6. How long we keep it

  • Email + name: until you unsubscribe (1-click in every email) or request deletion.
  • After unsubscribe: deleted within 30 days, except where law requires retention (e.g. tax records).
  • Analytics: aggregated, no PII, kept 24 months.
  • Operational logs: 30 days.

7. Your rights (GDPR / CCPA / equivalent)

  • Access — request a copy of your data.
  • Rectification — correct any errors.
  • Erasure ("right to be forgotten") — we delete on request.
  • Portability — we'll send you your data in a machine-readable format.
  • Object / restrict — pause certain processing.
  • Lodge a complaint with your local Data Protection Authority (in France: CNIL; in the EU: your national DPA).

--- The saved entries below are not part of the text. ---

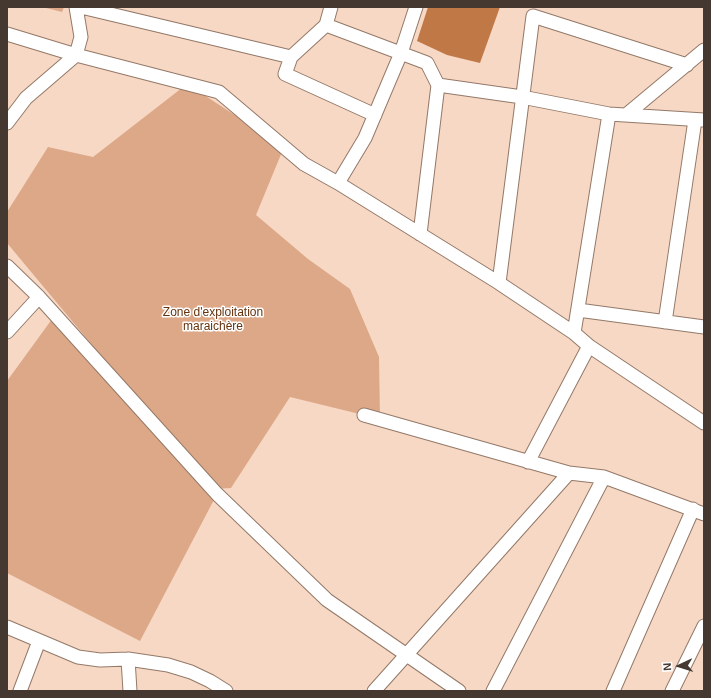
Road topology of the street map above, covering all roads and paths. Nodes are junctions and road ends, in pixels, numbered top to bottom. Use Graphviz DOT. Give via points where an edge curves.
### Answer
graph roads {
  1 [pos="76,7"];
  2 [pos="81,7"];
  3 [pos="331,7"];
  4 [pos="416,7"];
  5 [pos="326,25"];
  6 [pos="7,34"];
  7 [pos="704,50"];
  8 [pos="401,53"];
  9 [pos="76,55"];
  10 [pos="291,57"];
  11 [pos="686,65"];
  12 [pos="438,85"];
  13 [pos="522,97"];
  14 [pos="609,114"];
  15 [pos="375,115"];
  16 [pos="626,115"];
  17 [pos="8,119"];
  18 [pos="699,120"];
  19 [pos="338,184"];
  20 [pos="420,234"];
  21 [pos="7,266"];
  22 [pos="499,283"];
  23 [pos="39,297"];
  24 [pos="578,310"];
  25 [pos="665,322"];
  26 [pos="704,327"];
  27 [pos="7,332"];
  28 [pos="574,333"];
  29 [pos="589,346"];
  30 [pos="364,415"];
  31 [pos="704,423"];
  32 [pos="528,462"];
  33 [pos="569,473"];
  34 [pos="604,477"];
  35 [pos="698,512"];
  36 [pos="704,626"];
  37 [pos="7,627"];
  38 [pos="39,641"];
  39 [pos="407,655"];
  40 [pos="128,659"];
  41 [pos="20,691"];
  42 [pos="130,691"];
  43 [pos="226,691"];
  44 [pos="374,691"];
  45 [pos="459,691"];
  46 [pos="493,691"];
  47 [pos="613,691"];
  48 [pos="672,691"];
  1 -- 9 [label="street" via="81,37"];
  2 -- 10 [label="street"];
  3 -- 5 [label="street"];
  4 -- 8 [label="street"];
  5 -- 8 [label="street"];
  5 -- 10 [label="street"];
  6 -- 9 [label="street"];
  7 -- 11 [label="street"];
  8 -- 12 [label="street" via="427,63"];
  8 -- 15 [label="street"];
  9 -- 17 [label="street" via="26,98"];
  9 -- 19 [label="street" via="220,92 304,164"];
  10 -- 15 [label="street" via="286,74"];
  11 -- 13 [label="street" via="533,16"];
  11 -- 16 [label="street"];
  12 -- 13 [label="street"];
  12 -- 20 [label="street"];
  13 -- 14 [label="street"];
  13 -- 22 [label="street"];
  14 -- 16 [label="street"];
  14 -- 24 [label="street"];
  15 -- 19 [label="street" via="365,138"];
  16 -- 18 [label="street"];
  18 -- 25 [label="street"];
  19 -- 20 [label="street"];
  20 -- 22 [label="street"];
  21 -- 23 [label="street"];
  22 -- 28 [label="street"];
  23 -- 27 [label="street"];
  23 -- 39 [label="street" via="223,499 327,600"];
  24 -- 25 [label="street"];
  24 -- 28 [label="street"];
  25 -- 26 [label="street"];
  28 -- 29 [label="street"];
  29 -- 31 [label="street"];
  29 -- 32 [label="street"];
  30 -- 32 [label="street"];
  32 -- 33 [label="street"];
  33 -- 34 [label="street"];
  33 -- 39 [label="street"];
  34 -- 35 [label="street"];
  34 -- 46 [label="street"];
  35 -- 47 [label="street"];
  36 -- 48 [label="street"];
  37 -- 38 [label="street"];
  38 -- 40 [label="street" via="84,658"];
  38 -- 41 [label="street"];
  39 -- 44 [label="street"];
  39 -- 45 [label="street"];
  40 -- 42 [label="street"];
  40 -- 43 [label="street" via="168,665 191,672 210,680"];
}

To exercise any right, email maxime@500k.io. Response within 30 days, no charge.

8. Cookies

500k.io does not use marketing or tracking cookies. Functional cookies (e.g. theme preference) may be set; these don't require consent under GDPR. See /cookies.

9. Sub-processors

  • Cloudflare — hosting, edge, CDN.
  • Supabase — database.
  • Beehiiv — newsletter.
  • Resend — transactional email.
  • Replicate — image generation (no PII sent).
  • Bright Data — public web scraping (no PII sent).

10. Children

500k.io is not aimed at minors and we don't knowingly collect data from anyone under 16.

11. Changes to this policy

We update this page when our practices change. Material changes get an email to all subscribers. Last update at the top of this page.

12. Contact

Questions, requests, or concerns: maxime@500k.io.